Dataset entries

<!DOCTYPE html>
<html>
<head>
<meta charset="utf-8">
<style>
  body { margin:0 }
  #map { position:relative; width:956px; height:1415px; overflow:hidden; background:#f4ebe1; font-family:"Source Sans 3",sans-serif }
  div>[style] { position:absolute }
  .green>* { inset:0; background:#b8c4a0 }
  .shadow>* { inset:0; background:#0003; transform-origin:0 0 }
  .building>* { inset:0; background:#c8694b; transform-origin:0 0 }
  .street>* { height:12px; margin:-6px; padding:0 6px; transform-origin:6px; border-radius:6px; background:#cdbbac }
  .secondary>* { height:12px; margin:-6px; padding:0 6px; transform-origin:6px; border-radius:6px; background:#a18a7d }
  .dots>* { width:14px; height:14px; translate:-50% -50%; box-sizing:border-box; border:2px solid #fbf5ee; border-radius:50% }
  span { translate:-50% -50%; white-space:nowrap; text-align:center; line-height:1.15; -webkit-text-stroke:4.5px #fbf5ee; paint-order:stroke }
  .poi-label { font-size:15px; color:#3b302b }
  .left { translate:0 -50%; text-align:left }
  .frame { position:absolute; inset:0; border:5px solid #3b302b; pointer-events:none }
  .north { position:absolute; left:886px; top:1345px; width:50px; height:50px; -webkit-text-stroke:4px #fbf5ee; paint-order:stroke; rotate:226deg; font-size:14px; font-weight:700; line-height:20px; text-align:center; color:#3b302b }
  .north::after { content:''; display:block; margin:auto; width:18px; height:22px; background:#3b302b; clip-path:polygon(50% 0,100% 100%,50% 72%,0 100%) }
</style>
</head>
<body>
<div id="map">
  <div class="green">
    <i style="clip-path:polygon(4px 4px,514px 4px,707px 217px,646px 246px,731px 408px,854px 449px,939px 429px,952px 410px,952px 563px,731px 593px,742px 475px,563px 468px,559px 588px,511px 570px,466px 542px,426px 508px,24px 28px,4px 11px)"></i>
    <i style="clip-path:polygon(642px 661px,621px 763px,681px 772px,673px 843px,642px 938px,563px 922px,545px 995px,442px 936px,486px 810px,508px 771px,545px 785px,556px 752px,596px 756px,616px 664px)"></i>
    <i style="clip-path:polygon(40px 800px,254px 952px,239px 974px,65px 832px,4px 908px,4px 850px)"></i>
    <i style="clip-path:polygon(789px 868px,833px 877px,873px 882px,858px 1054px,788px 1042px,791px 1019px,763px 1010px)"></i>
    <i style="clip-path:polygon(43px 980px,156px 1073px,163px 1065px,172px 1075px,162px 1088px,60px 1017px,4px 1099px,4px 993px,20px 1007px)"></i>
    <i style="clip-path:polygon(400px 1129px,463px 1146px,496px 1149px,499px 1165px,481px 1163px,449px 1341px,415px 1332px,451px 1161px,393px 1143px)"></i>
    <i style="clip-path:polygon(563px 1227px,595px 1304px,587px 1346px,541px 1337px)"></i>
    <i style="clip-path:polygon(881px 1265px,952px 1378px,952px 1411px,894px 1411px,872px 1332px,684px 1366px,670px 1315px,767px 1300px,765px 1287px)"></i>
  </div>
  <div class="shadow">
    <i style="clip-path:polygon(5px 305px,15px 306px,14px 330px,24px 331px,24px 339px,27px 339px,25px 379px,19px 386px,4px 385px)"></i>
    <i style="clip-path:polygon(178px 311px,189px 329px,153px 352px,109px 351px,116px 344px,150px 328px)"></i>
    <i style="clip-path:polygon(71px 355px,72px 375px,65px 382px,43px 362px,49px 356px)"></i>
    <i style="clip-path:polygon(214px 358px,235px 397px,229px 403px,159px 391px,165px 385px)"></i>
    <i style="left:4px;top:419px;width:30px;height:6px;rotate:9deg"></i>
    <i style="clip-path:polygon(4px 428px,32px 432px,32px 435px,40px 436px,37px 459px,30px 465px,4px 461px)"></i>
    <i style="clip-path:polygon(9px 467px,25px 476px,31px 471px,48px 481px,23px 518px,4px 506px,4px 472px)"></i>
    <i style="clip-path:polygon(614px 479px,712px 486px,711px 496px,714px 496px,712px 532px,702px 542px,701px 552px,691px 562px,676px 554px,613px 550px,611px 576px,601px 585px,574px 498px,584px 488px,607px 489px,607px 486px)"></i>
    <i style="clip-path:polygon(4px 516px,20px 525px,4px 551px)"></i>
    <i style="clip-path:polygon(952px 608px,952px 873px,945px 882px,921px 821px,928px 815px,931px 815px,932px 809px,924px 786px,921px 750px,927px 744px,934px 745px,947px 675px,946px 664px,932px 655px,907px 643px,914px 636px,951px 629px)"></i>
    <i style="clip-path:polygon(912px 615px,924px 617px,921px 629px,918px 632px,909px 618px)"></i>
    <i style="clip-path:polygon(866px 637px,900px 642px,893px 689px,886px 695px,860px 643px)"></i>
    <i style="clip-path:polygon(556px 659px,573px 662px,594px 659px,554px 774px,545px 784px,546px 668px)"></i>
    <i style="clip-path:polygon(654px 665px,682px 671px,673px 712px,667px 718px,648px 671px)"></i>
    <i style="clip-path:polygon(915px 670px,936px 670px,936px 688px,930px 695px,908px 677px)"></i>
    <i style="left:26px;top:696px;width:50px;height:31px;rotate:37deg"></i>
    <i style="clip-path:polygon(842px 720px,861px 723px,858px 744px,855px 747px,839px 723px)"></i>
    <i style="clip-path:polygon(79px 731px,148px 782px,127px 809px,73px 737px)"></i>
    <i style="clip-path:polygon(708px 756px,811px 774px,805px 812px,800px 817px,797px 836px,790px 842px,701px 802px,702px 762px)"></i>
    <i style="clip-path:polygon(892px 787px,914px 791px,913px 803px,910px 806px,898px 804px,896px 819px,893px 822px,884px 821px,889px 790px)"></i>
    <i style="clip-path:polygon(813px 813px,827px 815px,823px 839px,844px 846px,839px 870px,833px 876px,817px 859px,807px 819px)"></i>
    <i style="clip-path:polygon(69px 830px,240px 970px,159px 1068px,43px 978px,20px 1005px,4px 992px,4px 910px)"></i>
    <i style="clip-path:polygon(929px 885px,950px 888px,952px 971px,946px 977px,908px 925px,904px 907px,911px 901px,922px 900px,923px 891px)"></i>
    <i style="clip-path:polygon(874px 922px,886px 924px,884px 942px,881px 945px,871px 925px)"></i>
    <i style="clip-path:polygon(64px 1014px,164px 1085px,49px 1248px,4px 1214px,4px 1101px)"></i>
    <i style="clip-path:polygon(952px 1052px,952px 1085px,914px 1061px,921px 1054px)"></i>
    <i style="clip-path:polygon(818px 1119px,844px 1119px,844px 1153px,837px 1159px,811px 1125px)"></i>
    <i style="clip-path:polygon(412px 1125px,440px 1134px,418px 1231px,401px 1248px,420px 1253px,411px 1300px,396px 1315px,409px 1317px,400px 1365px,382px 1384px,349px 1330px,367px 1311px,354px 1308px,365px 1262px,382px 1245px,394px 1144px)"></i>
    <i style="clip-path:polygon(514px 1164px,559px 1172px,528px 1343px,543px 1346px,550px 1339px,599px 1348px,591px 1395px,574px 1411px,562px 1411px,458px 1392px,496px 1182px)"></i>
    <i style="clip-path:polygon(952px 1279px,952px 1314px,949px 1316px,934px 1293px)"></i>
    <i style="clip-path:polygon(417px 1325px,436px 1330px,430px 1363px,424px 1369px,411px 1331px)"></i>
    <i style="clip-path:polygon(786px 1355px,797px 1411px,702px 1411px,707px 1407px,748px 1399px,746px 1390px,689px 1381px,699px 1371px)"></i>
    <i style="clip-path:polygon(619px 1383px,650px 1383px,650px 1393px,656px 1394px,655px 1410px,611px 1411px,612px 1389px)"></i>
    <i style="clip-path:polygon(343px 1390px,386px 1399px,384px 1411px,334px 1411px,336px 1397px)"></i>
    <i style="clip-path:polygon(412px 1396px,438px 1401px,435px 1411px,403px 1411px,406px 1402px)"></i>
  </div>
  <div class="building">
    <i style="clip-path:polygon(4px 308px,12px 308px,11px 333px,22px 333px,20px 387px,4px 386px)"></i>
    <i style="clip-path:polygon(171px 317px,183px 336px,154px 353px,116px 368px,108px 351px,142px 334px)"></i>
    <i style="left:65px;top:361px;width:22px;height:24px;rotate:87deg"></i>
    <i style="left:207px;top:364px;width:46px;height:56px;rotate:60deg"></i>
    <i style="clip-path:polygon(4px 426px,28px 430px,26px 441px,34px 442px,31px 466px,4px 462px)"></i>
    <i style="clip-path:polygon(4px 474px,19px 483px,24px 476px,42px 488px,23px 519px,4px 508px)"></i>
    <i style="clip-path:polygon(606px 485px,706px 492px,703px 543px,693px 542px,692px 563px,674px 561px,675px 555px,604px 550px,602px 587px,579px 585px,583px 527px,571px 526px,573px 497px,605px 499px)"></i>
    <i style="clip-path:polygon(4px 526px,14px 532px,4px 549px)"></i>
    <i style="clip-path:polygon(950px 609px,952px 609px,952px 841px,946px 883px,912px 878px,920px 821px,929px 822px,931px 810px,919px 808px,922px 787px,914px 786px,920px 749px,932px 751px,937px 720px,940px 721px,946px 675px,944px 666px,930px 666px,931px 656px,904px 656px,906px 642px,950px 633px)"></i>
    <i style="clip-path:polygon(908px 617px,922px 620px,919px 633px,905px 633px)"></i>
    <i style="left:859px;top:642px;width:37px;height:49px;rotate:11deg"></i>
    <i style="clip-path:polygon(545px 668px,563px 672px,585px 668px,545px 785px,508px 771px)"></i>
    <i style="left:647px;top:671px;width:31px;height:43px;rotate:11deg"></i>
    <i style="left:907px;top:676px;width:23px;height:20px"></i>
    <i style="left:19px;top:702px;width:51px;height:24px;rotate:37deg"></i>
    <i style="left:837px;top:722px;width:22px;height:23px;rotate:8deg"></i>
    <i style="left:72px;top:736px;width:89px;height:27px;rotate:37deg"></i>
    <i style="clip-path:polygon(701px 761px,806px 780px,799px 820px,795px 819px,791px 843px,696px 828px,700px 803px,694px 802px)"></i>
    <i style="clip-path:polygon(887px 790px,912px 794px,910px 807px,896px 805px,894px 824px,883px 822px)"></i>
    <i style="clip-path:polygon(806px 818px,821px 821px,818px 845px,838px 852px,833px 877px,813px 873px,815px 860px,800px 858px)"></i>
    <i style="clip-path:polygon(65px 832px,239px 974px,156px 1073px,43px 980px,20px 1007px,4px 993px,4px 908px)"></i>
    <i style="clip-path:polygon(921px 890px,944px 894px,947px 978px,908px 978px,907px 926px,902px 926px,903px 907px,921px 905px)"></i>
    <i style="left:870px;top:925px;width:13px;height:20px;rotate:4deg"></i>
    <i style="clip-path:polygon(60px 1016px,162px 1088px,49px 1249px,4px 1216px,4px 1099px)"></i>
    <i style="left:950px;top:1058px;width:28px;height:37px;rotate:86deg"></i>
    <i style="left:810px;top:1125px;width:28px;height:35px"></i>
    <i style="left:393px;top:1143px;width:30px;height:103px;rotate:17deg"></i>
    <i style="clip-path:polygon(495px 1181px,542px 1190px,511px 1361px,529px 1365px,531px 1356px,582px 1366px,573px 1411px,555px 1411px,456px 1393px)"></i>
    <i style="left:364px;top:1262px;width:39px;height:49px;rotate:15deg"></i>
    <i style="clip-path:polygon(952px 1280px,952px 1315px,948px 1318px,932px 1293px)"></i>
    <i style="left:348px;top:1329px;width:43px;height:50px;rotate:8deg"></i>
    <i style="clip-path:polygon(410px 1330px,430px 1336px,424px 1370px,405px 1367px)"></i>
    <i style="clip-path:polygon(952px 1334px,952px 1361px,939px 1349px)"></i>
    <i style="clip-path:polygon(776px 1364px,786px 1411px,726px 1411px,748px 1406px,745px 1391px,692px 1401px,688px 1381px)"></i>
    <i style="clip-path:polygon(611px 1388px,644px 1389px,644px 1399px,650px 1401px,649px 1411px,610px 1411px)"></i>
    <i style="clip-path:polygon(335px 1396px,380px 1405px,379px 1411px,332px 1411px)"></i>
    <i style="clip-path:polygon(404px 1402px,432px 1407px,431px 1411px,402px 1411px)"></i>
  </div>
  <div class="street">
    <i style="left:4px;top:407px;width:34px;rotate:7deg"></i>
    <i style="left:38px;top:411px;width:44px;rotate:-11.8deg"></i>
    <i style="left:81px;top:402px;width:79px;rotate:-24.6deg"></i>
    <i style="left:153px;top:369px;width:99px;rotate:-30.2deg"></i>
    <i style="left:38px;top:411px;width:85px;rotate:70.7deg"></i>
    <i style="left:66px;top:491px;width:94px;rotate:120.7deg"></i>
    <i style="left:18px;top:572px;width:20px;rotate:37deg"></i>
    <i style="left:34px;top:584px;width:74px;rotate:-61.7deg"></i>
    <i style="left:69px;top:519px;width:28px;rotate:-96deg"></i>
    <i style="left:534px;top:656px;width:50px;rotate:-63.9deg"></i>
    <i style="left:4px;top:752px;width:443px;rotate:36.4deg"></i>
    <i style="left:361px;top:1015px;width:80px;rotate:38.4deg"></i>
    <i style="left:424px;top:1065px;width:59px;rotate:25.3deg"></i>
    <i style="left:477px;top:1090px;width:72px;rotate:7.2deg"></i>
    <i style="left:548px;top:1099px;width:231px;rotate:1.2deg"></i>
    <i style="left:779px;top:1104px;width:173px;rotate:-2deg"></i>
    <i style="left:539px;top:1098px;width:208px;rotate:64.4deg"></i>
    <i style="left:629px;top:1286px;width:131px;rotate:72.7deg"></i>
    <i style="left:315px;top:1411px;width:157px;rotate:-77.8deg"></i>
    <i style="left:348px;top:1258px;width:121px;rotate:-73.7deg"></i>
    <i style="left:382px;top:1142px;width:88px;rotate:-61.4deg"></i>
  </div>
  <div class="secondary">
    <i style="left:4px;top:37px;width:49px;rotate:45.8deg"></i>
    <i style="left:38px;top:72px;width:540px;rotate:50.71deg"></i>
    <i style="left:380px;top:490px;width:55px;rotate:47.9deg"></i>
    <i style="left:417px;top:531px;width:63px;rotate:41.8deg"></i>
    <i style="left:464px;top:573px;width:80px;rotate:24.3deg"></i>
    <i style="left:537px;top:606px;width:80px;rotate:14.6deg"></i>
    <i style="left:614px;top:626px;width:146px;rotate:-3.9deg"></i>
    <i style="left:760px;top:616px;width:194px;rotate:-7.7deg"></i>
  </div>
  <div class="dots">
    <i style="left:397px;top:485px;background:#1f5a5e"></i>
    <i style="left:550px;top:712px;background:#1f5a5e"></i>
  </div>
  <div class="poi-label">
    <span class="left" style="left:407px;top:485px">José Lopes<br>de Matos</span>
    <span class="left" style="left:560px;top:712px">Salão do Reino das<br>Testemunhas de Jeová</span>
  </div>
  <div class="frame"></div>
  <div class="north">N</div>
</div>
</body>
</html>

#### [How to complete this task]
Among the lines above, which contain the word "shadow"? Copy every one.

#### [Output for this task]
  .shadow>* { inset:0; background:#0003; transform-origin:0 0 }
  <div class="shadow">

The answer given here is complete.